ACTIVITY:
All of the records should be restated word for word.

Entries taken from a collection

▬▬▬

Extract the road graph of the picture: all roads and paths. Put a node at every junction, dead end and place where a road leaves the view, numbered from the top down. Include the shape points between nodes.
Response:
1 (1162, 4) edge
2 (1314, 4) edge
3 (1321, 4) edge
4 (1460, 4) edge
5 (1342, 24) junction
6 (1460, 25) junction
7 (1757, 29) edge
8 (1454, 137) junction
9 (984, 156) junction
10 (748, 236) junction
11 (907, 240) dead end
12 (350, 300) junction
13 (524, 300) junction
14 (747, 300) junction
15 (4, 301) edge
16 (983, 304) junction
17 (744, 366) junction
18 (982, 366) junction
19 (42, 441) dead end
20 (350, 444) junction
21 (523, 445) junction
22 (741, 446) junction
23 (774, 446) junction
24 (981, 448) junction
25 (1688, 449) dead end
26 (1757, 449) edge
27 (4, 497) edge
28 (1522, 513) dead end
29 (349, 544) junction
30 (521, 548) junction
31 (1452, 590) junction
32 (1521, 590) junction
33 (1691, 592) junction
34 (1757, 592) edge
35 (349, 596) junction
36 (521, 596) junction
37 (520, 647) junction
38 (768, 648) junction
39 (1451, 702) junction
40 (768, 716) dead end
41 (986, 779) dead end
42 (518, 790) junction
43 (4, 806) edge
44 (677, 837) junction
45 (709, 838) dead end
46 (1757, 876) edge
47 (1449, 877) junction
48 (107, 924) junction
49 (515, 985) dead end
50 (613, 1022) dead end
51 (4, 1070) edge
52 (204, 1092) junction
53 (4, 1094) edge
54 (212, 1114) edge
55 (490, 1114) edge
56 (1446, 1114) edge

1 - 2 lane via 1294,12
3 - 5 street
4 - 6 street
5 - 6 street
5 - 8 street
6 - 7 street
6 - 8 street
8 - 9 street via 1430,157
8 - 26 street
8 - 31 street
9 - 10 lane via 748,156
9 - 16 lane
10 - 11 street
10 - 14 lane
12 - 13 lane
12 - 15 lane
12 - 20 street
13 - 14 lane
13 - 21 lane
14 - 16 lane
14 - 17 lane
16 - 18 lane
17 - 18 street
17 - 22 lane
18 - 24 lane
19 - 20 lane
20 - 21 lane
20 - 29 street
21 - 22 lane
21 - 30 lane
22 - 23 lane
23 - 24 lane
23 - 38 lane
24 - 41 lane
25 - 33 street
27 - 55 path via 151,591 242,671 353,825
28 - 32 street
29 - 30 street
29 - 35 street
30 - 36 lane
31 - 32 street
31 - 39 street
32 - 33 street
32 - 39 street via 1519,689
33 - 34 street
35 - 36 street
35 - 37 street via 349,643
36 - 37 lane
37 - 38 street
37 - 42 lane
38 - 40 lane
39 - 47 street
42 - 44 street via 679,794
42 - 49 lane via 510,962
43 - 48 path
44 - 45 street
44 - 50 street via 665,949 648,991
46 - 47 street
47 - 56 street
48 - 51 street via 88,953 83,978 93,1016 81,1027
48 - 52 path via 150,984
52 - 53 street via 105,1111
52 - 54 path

▬▬▬

SOLUTION BELOW:
Extract the road graph of the picture: all roads and paths. Put a node at every junction, dead end and place where a road leaves the view, numbered from the top down. Include the shape points between nodes.
Response:
1 (1162, 4) edge
2 (1314, 4) edge
3 (1321, 4) edge
4 (1460, 4) edge
5 (1342, 24) junction
6 (1460, 25) junction
7 (1757, 29) edge
8 (1454, 137) junction
9 (984, 156) junction
10 (748, 236) junction
11 (907, 240) dead end
12 (350, 300) junction
13 (524, 300) junction
14 (747, 300) junction
15 (4, 301) edge
16 (983, 304) junction
17 (744, 366) junction
18 (982, 366) junction
19 (42, 441) dead end
20 (350, 444) junction
21 (523, 445) junction
22 (741, 446) junction
23 (774, 446) junction
24 (981, 448) junction
25 (1688, 449) dead end
26 (1757, 449) edge
27 (4, 497) edge
28 (1522, 513) dead end
29 (349, 544) junction
30 (521, 548) junction
31 (1452, 590) junction
32 (1521, 590) junction
33 (1691, 592) junction
34 (1757, 592) edge
35 (349, 596) junction
36 (521, 596) junction
37 (520, 647) junction
38 (768, 648) junction
39 (1451, 702) junction
40 (768, 716) dead end
41 (986, 779) dead end
42 (518, 790) junction
43 (4, 806) edge
44 (677, 837) junction
45 (709, 838) dead end
46 (1757, 876) edge
47 (1449, 877) junction
48 (107, 924) junction
49 (515, 985) dead end
50 (613, 1022) dead end
51 (4, 1070) edge
52 (204, 1092) junction
53 (4, 1094) edge
54 (212, 1114) edge
55 (490, 1114) edge
56 (1446, 1114) edge

1 - 2 lane via 1294,12
3 - 5 street
4 - 6 street
5 - 6 street
5 - 8 street
6 - 7 street
6 - 8 street
8 - 9 street via 1430,157
8 - 26 street
8 - 31 street
9 - 10 lane via 748,156
9 - 16 lane
10 - 11 street
10 - 14 lane
12 - 13 lane
12 - 15 lane
12 - 20 street
13 - 14 lane
13 - 21 lane
14 - 16 lane
14 - 17 lane
16 - 18 lane
17 - 18 street
17 - 22 lane
18 - 24 lane
19 - 20 lane
20 - 21 lane
20 - 29 street
21 - 22 lane
21 - 30 lane
22 - 23 lane
23 - 24 lane
23 - 38 lane
24 - 41 lane
25 - 33 street
27 - 55 path via 151,591 242,671 353,825
28 - 32 street
29 - 30 street
29 - 35 street
30 - 36 lane
31 - 32 street
31 - 39 street
32 - 33 street
32 - 39 street via 1519,689
33 - 34 street
35 - 36 street
35 - 37 street via 349,643
36 - 37 lane
37 - 38 street
37 - 42 lane
38 - 40 lane
39 - 47 street
42 - 44 street via 679,794
42 - 49 lane via 510,962
43 - 48 path
44 - 45 street
44 - 50 street via 665,949 648,991
46 - 47 street
47 - 56 street
48 - 51 street via 88,953 83,978 93,1016 81,1027
48 - 52 path via 150,984
52 - 53 street via 105,1111
52 - 54 path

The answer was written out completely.